23 まだ残る蟠り
「じゃあ司書をどかしたのは?」
「嘘です。会話を聞かれたら困るので」
シェイムは今まで平然と嘘をついていた。
そしてそれはあのクロエを簡単に騙し抜く程だった。
セヴィスは、彼女は決して嘘が下手ではなかったのだと気づいた。
「ならクロエはどこに行ったんだ?」
「分かりません。ですが、モルディオ先輩は授業をさぼることは絶対にしないそうなので、警戒の対象に入っていませんでした。だからモルディオ先輩ではないと思います」
「それにしても、甘くないか?」
「館長は、私がルキアビッツの場所と合言葉を知っていることを知らないんです。だから、油断していたのでは?」
クロエが油断する。
信じられないことだが、これでシェイムの言ったことと行動は辻褄が合った。
もしこれが嘘だったらということも考えて、セヴィスは尋ねる。
「話が逸れてる。もう一回聞くけどな、どうしてここに来れたんだ。その理由次第で、俺はアンタを信じるか、殺す」
「……以前、来たことがあるんです」
こんな女、この街にはいなかった。
そもそも、セヴィスより年下の子供すらいなかった。
嘘かと思ったが、まだシェイムの話は終わっていないので、続きを聞くことにした。
「でも……思い出したくないです」
「何かあったのか?」
「……とにかく、明日は時間との勝負なんです。友達の周囲にいる悪魔を素早く倒して、すぐにルキアビッツに向かわないといけません」
シェイムは話題を逸らした。
思い出したくないということは、過去に何かあったのだろうか。
だが、クロエが明日作戦を開始するのだから、シェイムの過去を疑っている場合ではない。

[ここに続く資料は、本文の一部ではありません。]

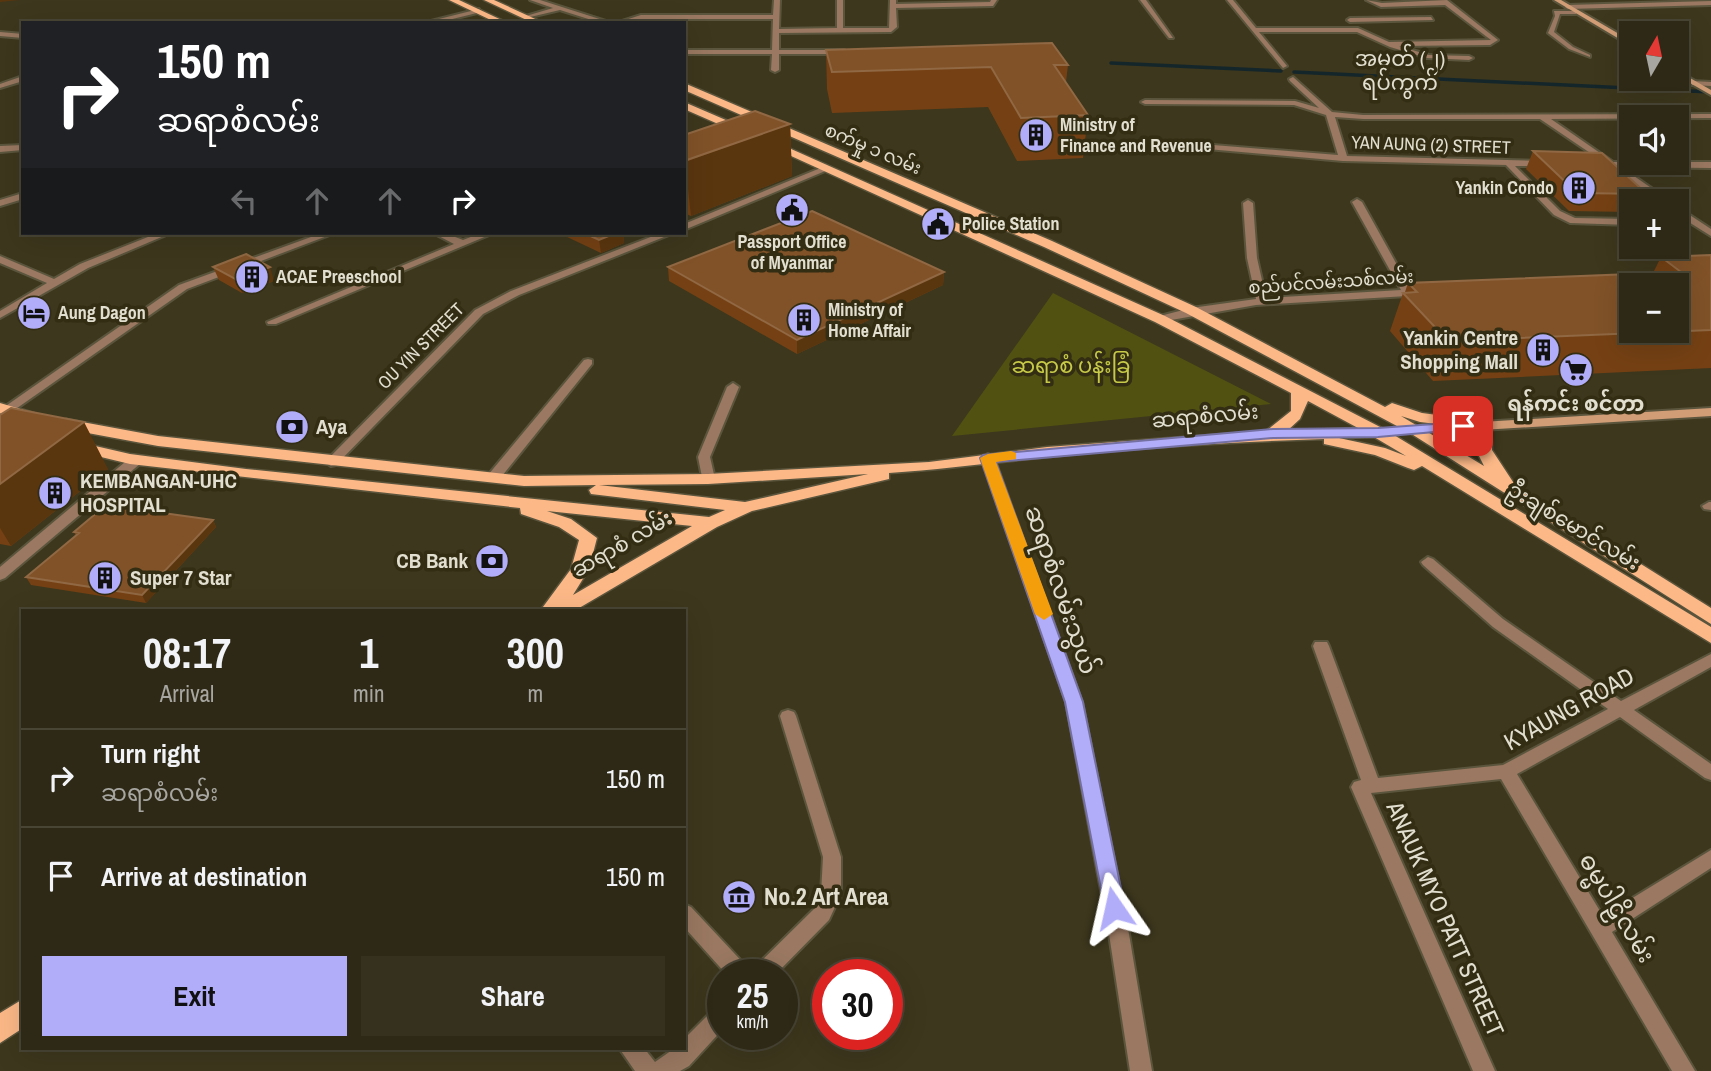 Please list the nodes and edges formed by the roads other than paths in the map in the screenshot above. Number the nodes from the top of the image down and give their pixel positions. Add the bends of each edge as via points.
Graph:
1 (453, 0) edge
2 (488, 0) edge
3 (533, 0) edge
4 (777, 0) edge
5 (840, 0) edge
6 (994, 0) edge
7 (1143, 0) edge
8 (1230, 0) edge
9 (1368, 0) edge
10 (1557, 0) edge
11 (1446, 2) edge
12 (894, 3) edge
13 (1711, 3) edge
14 (1568, 7) junction
15 (561, 8) junction
16 (1341, 10) dead end
17 (479, 11) junction
18 (517, 12) junction
19 (1576, 12) junction
20 (528, 17) junction
21 (775, 17) junction
22 (493, 18) junction
23 (1432, 19) dead end
24 (1350, 20) junction
25 (435, 21) edge
26 (500, 21) edge
27 (536, 21) edge
28 (603, 21) edge
29 (626, 21) edge
30 (1256, 30) junction
31 (1358, 30) junction
32 (775, 31) junction
33 (840, 31) junction
34 (0, 34) edge
35 (21, 36) edge
36 (1171, 37) dead end
37 (1619, 37) edge
38 (1388, 44) junction
39 (686, 52) edge
40 (776, 52) junction
41 (855, 52) edge
42 (1588, 56) dead end
43 (1469, 58) dead end
44 (1283, 66) dead end
45 (775, 70) dead end
46 (21, 79) edge
47 (1293, 79) dead end
48 (1689, 80) edge
49 (0, 86) edge
50 (686, 87) edge
51 (1710, 90) edge
52 (1145, 102) dead end
53 (686, 106) edge
54 (740, 111) junction
55 (1330, 114) junction
56 (1542, 116) junction
57 (1711, 116) edge
58 (717, 119) junction
59 (751, 135) edge
60 (763, 140) edge
61 (1151, 142) dead end
62 (21, 147) edge
63 (821, 147) junction
64 (0, 149) edge
65 (798, 155) junction
66 (1343, 158) junction
67 (1508, 163) junction
68 (1560, 164) edge
69 (1587, 164) edge
70 (1613, 164) junction
71 (1711, 164) edge
72 (826, 169) junction
73 (1648, 189) edge
74 (21, 197) edge
75 (1357, 202) dead end
76 (0, 203) edge
77 (1248, 203) dead end
78 (1689, 218) edge
79 (1619, 222) edge
80 (1689, 222) edge
81 (1695, 222) junction
82 (1711, 222) edge
83 (686, 226) edge
84 (1711, 233) edge
85 (160, 235) edge
86 (325, 235) edge
87 (443, 235) edge
88 (484, 235) edge
89 (664, 235) edge
90 (463, 244) junction
91 (0, 259) edge
92 (52, 282) junction
93 (1434, 293) edge
94 (1408, 294) junction
95 (1262, 303) junction
96 (1191, 310) junction
97 (0, 315) edge
98 (1160, 318) junction
99 (272, 321) dead end
100 (588, 362) dead end
101 (1324, 380) junction
102 (733, 387) dead end
103 (1298, 391) junction
104 (3, 412) edge
105 (1711, 412) edge
106 (1486, 425) junction
107 (1416, 430) junction
108 (1378, 432) junction
109 (1273, 433) junction
110 (158, 441) junction
111 (65, 444) edge
112 (988, 458) junction
113 (136, 460) junction
114 (331, 462) junction
115 (373, 466) junction
116 (927, 466) junction
117 (493, 478) junction
118 (708, 479) junction
119 (524, 481) junction
120 (357, 485) junction
121 (498, 499) junction
122 (1521, 500) junction
123 (747, 507) junction
124 (1505, 510) junction
125 (711, 523) junction
126 (1428, 562) dead end
127 (0, 575) edge
128 (551, 609) edge
129 (562, 609) edge
130 (1711, 617) edge
131 (1711, 636) edge
132 (1321, 646) dead end
133 (1711, 660) edge
134 (1621, 709) junction
135 (788, 716) dead end
136 (1506, 772) junction
137 (1711, 773) edge
138 (1366, 787) junction
139 (1711, 858) edge
140 (686, 915) edge
141 (1600, 929) junction
142 (726, 959) edge
143 (777, 959) edge
144 (21, 1013) edge
145 (0, 1030) edge
146 (707, 1031) edge
147 (632, 1050) edge
148 (649, 1071) edge
149 (660, 1071) edge
150 (1141, 1071) edge
151 (1484, 1071) edge
152 (1684, 1071) edge

1 - 17 main road
2 - 18 main road
3 - 15 street
4 - 21 street
5 - 33 street
6 - 12 street via 993,4
7 - 36 street
8 - 30 street
9 - 11 street via 1381,5
10 - 14 main road
11 - 38 street via 1494,40
12 - 33 street via 891,30
13 - 14 street
14 - 19 main road
15 - 20 street
15 - 28 street
16 - 24 street
17 - 22 main road
17 - 25 street
18 - 20 main road
18 - 22 main road
19 - 37 main road
19 - 42 street via 1556,12 1550,32
20 - 27 main road
21 - 29 street via 641,17
21 - 32 street
22 - 26 main road
23 - 24 street
24 - 31 street
30 - 31 street
30 - 44 street
31 - 38 street
32 - 33 street
32 - 40 street
34 - 35 street
38 - 43 street via 1413,55
39 - 40 street
40 - 41 street
40 - 45 street
46 - 49 street
47 - 55 street
48 - 51 main road
50 - 54 main road, စက်မှု ၁ လမ်း
52 - 55 street via 1295,103
53 - 58 main road
54 - 58 main road
54 - 63 main road, စက်မှု ၁ လမ်း
55 - 56 street
55 - 66 street
56 - 57 street
56 - 70 street
58 - 59 main road
60 - 65 main road, စက်မှု ၁ လမ်း
61 - 66 street, YAN AUNG (2) STREET
62 - 64 street
63 - 65 main road
63 - 96 main road, စက်မှု ၁ လမ်း
65 - 72 main road, စက်မှု ၁ လမ်း
66 - 67 street, YAN AUNG (2) STREET
67 - 68 street, YAN AUNG (2) STREET
67 - 79 street via 1557,213 1573,221
69 - 70 street
70 - 71 street
70 - 73 street
72 - 83 street
72 - 98 main road, စက်မှု ၁ လမ်း
74 - 76 street
75 - 94 street
77 - 95 street via 1252,258
78 - 81 street
80 - 81 street
81 - 82 street
81 - 84 street
85 - 92 street via 121,248
86 - 104 street via 183,287
87 - 90 street
88 - 90 street
89 - 114 street, OU YIN STREET via 515,293 479,312
90 - 99 street
91 - 92 street
92 - 97 street
93 - 94 street, စည်ပင်လမ်းသစ်လမ်း
94 - 95 street, စည်ပင်လမ်းသစ်လမ်း
95 - 96 street, စည်ပင်လမ်းသစ်လမ်း
96 - 98 street, စည်ပင်လမ်းသစ်လမ်း
96 - 101 main road
98 - 103 main road
100 - 117 street
101 - 106 main road via 1420,417
101 - 107 main road
102 - 118 street via 704,457
103 - 108 main road
103 - 109 main road via 1301,400 1296,416
104 - 110 main road
105 - 106 main road, ဆရာစံလမ်း
106 - 107 main road, ဆရာစံလမ်း
106 - 122 main road via 1484,454
107 - 108 main road, ဆရာစံလမ်း
107 - 122 main road, ဦးချစ်မောင်လမ်း
108 - 109 main road, ဆရာစံလမ်း
108 - 124 main road, ဦးချစ်မောင်လမ်း
109 - 112 main road, ဆရာစံလမ်း
109 - 124 main road via 1380,451
110 - 113 main road
110 - 114 main road
111 - 113 main road
112 - 116 main road, ဆရာစံလမ်း
112 - 150 street, ဆရာစံလမ်းသွယ် via 1074,702
113 - 120 main road
113 - 127 street
114 - 115 main road
115 - 117 main road
115 - 120 main road
116 - 118 main road
116 - 123 main road, ဆရာစံလမ်း
117 - 119 main road
118 - 119 main road
119 - 123 main road
120 - 121 main road
121 - 125 main road
121 - 128 main road via 565,523 588,538 588,555 575,580
122 - 130 main road, ဦးချစ်မောင်လမ်း
123 - 125 main road, ဆရာစံလမ်း
124 - 131 main road, ဦးချစ်မောင်လမ်း
125 - 129 main road, ဆရာစံ လမ်း
126 - 134 street via 1498,623
132 - 138 street, ANAUK MYO PATT STREET
133 - 134 street, KYAUNG ROAD
134 - 136 street, KYAUNG ROAD
134 - 137 street
135 - 143 street via 832,857 831,894 822,914
136 - 138 street, KYAUNG ROAD
136 - 141 street, ဓမ္မပါဠိလမ်း
138 - 151 street, ANAUK MYO PATT STREET
139 - 141 street
140 - 142 street
141 - 152 street, ဓမ္မပါဠိလမ်း
144 - 145 main road
146 - 149 street via 681,1058
147 - 148 street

この状況では、セヴィスもシェイムの言うことを信じるしかなかった。
「館長が私に時間稼ぎを任せたということは、準備に時間がかかるはずなんです。さらに、館長は車でラムツェルまで案内すると言っていました。悪魔を短い時間で片づけて、友達を助ければ、館長がルキアビッツに着くまでに追いつけます。
……あの、やはり無理でしょうか?」
「分かった」
セヴィスの返事を聞いたシェイムは驚いて顔を上げる。
「そいつを助けるのに、何分使えるんだ」
「分かりません。館長の車でどれくらいかかるかによって変わります」
「……俺はクロエの計画を阻止する。だから今はアンタを信じる。今だけな」
シェイムの口が、笑みに歪んだ。
今思えば、彼女が笑ったところを初めて見たような気がする。
「友達を助けるのを手伝ってくれて、ありがとうございます」
と言って、シェイムは頭を下げる。
彼女の頭にある、不気味な赤いリボンが肩から落ちて一瞬だけ地面に付いた。
「俺は手伝うんじゃない。クロエを阻止したいだけだ。もし俺を騙していたのなら、殺すからな」
「分かっています。でも阻止するだけなら」
自分は嘘をついていないと思っているのか、シェイムは迷わず言った。
逆にセヴィスにはシェイムを殺す気など端からなかった。
これはあくまでも強迫だ。
「では、私の提案は成立ということでいいですね。私はもう少しここに残って、足止めできる方法を考えてみます。折角クレアラッツに来たので、憧れだったセヴィスさんの役に立ちたいんです」
「何でアンタは俺なんかに憧れたんだ。世間的にはクロエとかじゃないのか」
こうなった今では、クロエに憧れを抱く人間を変だとは思う。
それでも、ハミルの様にクロエに憧れてエルクロス学園にやって来た人間はたくさんいる。
クロエは表向きでは完璧な祓魔師であり、最高指導者だ。
そう思うと、自分に憧れを抱く人間の方が変だ。
セヴィスにはこれと言った地位もなく、情報を頼りに悪魔を殺しているだけだ。
祓魔師は主に剣や銃を扱う。
だがセヴィスは一人ナイフを投げ、鞭の様に使っている。
戦法の面でも手本にならない。
つまり、先程の母親が言った『最も悪い例』なのだ。
「あの、それ、セヴィスさんの前で言わないといけないんですか?」
シェイムは自分の手を喉の前で交差させて言った。
「それはちょっと、恥ずかしいです」
「何が恥ずかしいんだ?」
「……意外と鈍いんですね」
最後にシェイムが小声で言った言葉は聞き取れなかった。